Your task – Copy the records below character for character.

Records for this task –
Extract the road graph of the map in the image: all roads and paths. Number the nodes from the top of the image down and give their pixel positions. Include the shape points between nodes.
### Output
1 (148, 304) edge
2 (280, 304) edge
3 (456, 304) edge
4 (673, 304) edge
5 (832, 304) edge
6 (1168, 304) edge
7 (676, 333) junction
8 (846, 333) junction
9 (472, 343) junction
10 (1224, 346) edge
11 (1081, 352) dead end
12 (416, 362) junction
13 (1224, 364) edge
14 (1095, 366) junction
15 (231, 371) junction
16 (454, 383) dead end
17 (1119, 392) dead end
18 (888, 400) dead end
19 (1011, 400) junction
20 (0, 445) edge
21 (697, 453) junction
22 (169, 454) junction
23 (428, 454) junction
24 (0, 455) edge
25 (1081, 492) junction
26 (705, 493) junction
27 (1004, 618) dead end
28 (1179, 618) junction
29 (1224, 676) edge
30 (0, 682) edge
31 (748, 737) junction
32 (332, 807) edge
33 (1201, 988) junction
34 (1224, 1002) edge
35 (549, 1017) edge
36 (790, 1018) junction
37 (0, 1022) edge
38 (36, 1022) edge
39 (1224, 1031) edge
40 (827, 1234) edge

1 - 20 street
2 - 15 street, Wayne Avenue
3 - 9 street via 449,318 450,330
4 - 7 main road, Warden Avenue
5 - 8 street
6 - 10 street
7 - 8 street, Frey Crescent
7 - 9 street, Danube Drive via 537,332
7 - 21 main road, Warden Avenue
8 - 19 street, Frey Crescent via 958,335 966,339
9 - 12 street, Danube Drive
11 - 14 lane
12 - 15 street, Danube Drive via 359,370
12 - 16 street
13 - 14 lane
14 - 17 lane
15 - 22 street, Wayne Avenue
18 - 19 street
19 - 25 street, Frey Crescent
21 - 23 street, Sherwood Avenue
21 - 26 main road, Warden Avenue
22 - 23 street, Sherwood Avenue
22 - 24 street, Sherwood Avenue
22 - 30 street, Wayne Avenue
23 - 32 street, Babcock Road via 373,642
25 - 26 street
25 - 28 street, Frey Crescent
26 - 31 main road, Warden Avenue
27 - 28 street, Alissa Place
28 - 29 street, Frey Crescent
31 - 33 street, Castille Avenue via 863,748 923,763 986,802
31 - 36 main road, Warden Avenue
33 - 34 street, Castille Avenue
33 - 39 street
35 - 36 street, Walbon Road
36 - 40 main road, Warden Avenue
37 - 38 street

Problem solution –
Extract the road graph of the map in the image: all roads and paths. Number the nodes from the top of the image down and give their pixel positions. Include the shape points between nodes.
### Output
1 (148, 304) edge
2 (280, 304) edge
3 (456, 304) edge
4 (673, 304) edge
5 (832, 304) edge
6 (1168, 304) edge
7 (676, 333) junction
8 (846, 333) junction
9 (472, 343) junction
10 (1224, 346) edge
11 (1081, 352) dead end
12 (416, 362) junction
13 (1224, 364) edge
14 (1095, 366) junction
15 (231, 371) junction
16 (454, 383) dead end
17 (1119, 392) dead end
18 (888, 400) dead end
19 (1011, 400) junction
20 (0, 445) edge
21 (697, 453) junction
22 (169, 454) junction
23 (428, 454) junction
24 (0, 455) edge
25 (1081, 492) junction
26 (705, 493) junction
27 (1004, 618) dead end
28 (1179, 618) junction
29 (1224, 676) edge
30 (0, 682) edge
31 (748, 737) junction
32 (332, 807) edge
33 (1201, 988) junction
34 (1224, 1002) edge
35 (549, 1017) edge
36 (790, 1018) junction
37 (0, 1022) edge
38 (36, 1022) edge
39 (1224, 1031) edge
40 (827, 1234) edge

1 - 20 street
2 - 15 street, Wayne Avenue
3 - 9 street via 449,318 450,330
4 - 7 main road, Warden Avenue
5 - 8 street
6 - 10 street
7 - 8 street, Frey Crescent
7 - 9 street, Danube Drive via 537,332
7 - 21 main road, Warden Avenue
8 - 19 street, Frey Crescent via 958,335 966,339
9 - 12 street, Danube Drive
11 - 14 lane
12 - 15 street, Danube Drive via 359,370
12 - 16 street
13 - 14 lane
14 - 17 lane
15 - 22 street, Wayne Avenue
18 - 19 street
19 - 25 street, Frey Crescent
21 - 23 street, Sherwood Avenue
21 - 26 main road, Warden Avenue
22 - 23 street, Sherwood Avenue
22 - 24 street, Sherwood Avenue
22 - 30 street, Wayne Avenue
23 - 32 street, Babcock Road via 373,642
25 - 26 street
25 - 28 street, Frey Crescent
26 - 31 main road, Warden Avenue
27 - 28 street, Alissa Place
28 - 29 street, Frey Crescent
31 - 33 street, Castille Avenue via 863,748 923,763 986,802
31 - 36 main road, Warden Avenue
33 - 34 street, Castille Avenue
33 - 39 street
35 - 36 street, Walbon Road
36 - 40 main road, Warden Avenue
37 - 38 street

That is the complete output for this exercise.